Advantages of Buying a Trailer Home

  1. Affordability ranks as a major advantage in buying a trailer home. Generally, they cost significantly less than traditional brick and mortar houses, making homeownership affordable for many who otherwise couldn’t.
  2. Flexibility in location is another benefit. When you buy a trailer home, you’re not tied to one specific area. Provided there’s a plot available, you can move your home to different trailer parks or rural areas.
  3. Sizing is adaptable based on needs, too. Options exist from small, one-room trailers to larger, multi-room mobile homes. This variety allows customization to fit one’s accommodations requirements.
  4. Lower taxes come as sweet relief. Compared to standard homes, property taxes for trailer homes are much less due to their classification as personal property and not real estate in most jurisdictions


  1. A key disadvantage of buying a trailer home is depreciation. Unlike traditional homes that may increase in value over time, trailer homes typically decrease, which can be financially disadvantageous in the long run.
  2. Mortgaging issues exist. Many banks are unwilling to provide mortgages for trailer homes, causing potential financing problems. Those that do might charge higher interest rates.

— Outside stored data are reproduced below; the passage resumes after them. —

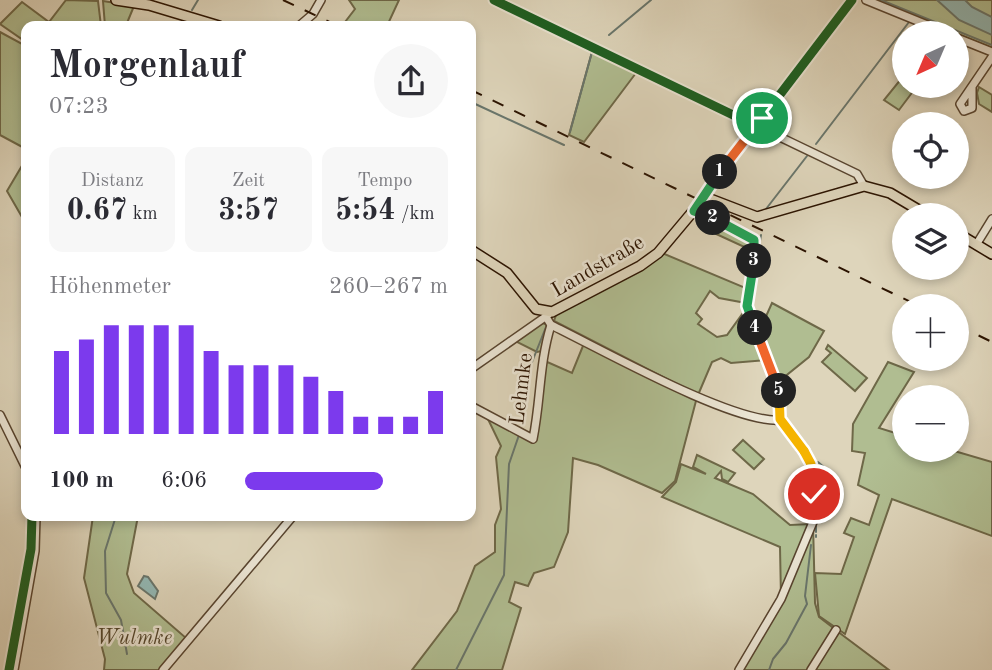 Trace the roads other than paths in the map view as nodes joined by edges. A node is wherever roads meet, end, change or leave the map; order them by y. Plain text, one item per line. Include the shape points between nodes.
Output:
1 (116, 0) edge
2 (321, 0) edge
3 (494, 0) edge
4 (852, 0) edge
5 (866, 0) edge
6 (202, 21) edge
7 (306, 21) edge
8 (918, 21) edge
9 (970, 43) edge
10 (992, 52) edge
11 (992, 57) edge
12 (972, 87) dead end
13 (756, 126) junction
14 (864, 186) junction
15 (703, 199) junction
16 (907, 203) edge
17 (694, 211) junction
18 (992, 219) edge
19 (969, 241) edge
20 (976, 245) junction
21 (476, 253) edge
22 (992, 254) edge
23 (536, 309) junction
24 (549, 314) junction
25 (534, 324) junction
26 (551, 324) junction
27 (476, 365) edge
28 (476, 409) edge
29 (0, 415) edge
30 (780, 419) junction
31 (21, 458) edge
32 (37, 521) edge
33 (289, 521) edge
34 (836, 629) dead end
35 (14, 670) edge
36 (163, 670) edge
37 (739, 670) edge
38 (811, 670) edge

1 - 6 main road
2 - 7 street
3 - 13 street
4 - 13 street
5 - 8 street
9 - 10 street
11 - 12 street
13 - 14 street via 857,174
13 - 15 street
14 - 15 main road via 757,216
14 - 16 main road
15 - 17 main road, Landstraße
17 - 24 main road, Landstraße via 654,256
17 - 30 street via 747,235 755,244 747,306 778,388
18 - 20 street
19 - 20 main road
20 - 22 main road
21 - 23 main road, Landstraße via 507,272
23 - 24 main road, Landstraße
23 - 25 street
24 - 25 street
24 - 26 street
25 - 27 street
26 - 28 street, Lehmke via 541,356 533,439
26 - 30 street via 698,397 765,421
29 - 31 street
30 - 37 street via 811,464 813,522 781,599
32 - 35 street
33 - 36 street
34 - 38 street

  1. Limited space restricts storage and living options. Despite having multiple rooms, a trailer’s overall square footage can limit space.
  2. Stigma and stereotypes often surround trailer living. As unwarranted as it might be, societal bias could be a concern for potential buyers of trailer homes.

Factors to Consider Before Buying a Trailer Home

Having explored the pros and cons of trailer homes, careful consideration of a few key factors becomes paramount in making informed decisions. If buying a trailer home aligns with a person’s housing needs, evaluating the condition, location, and legalities surrounding the prospective trailer home merits close attention.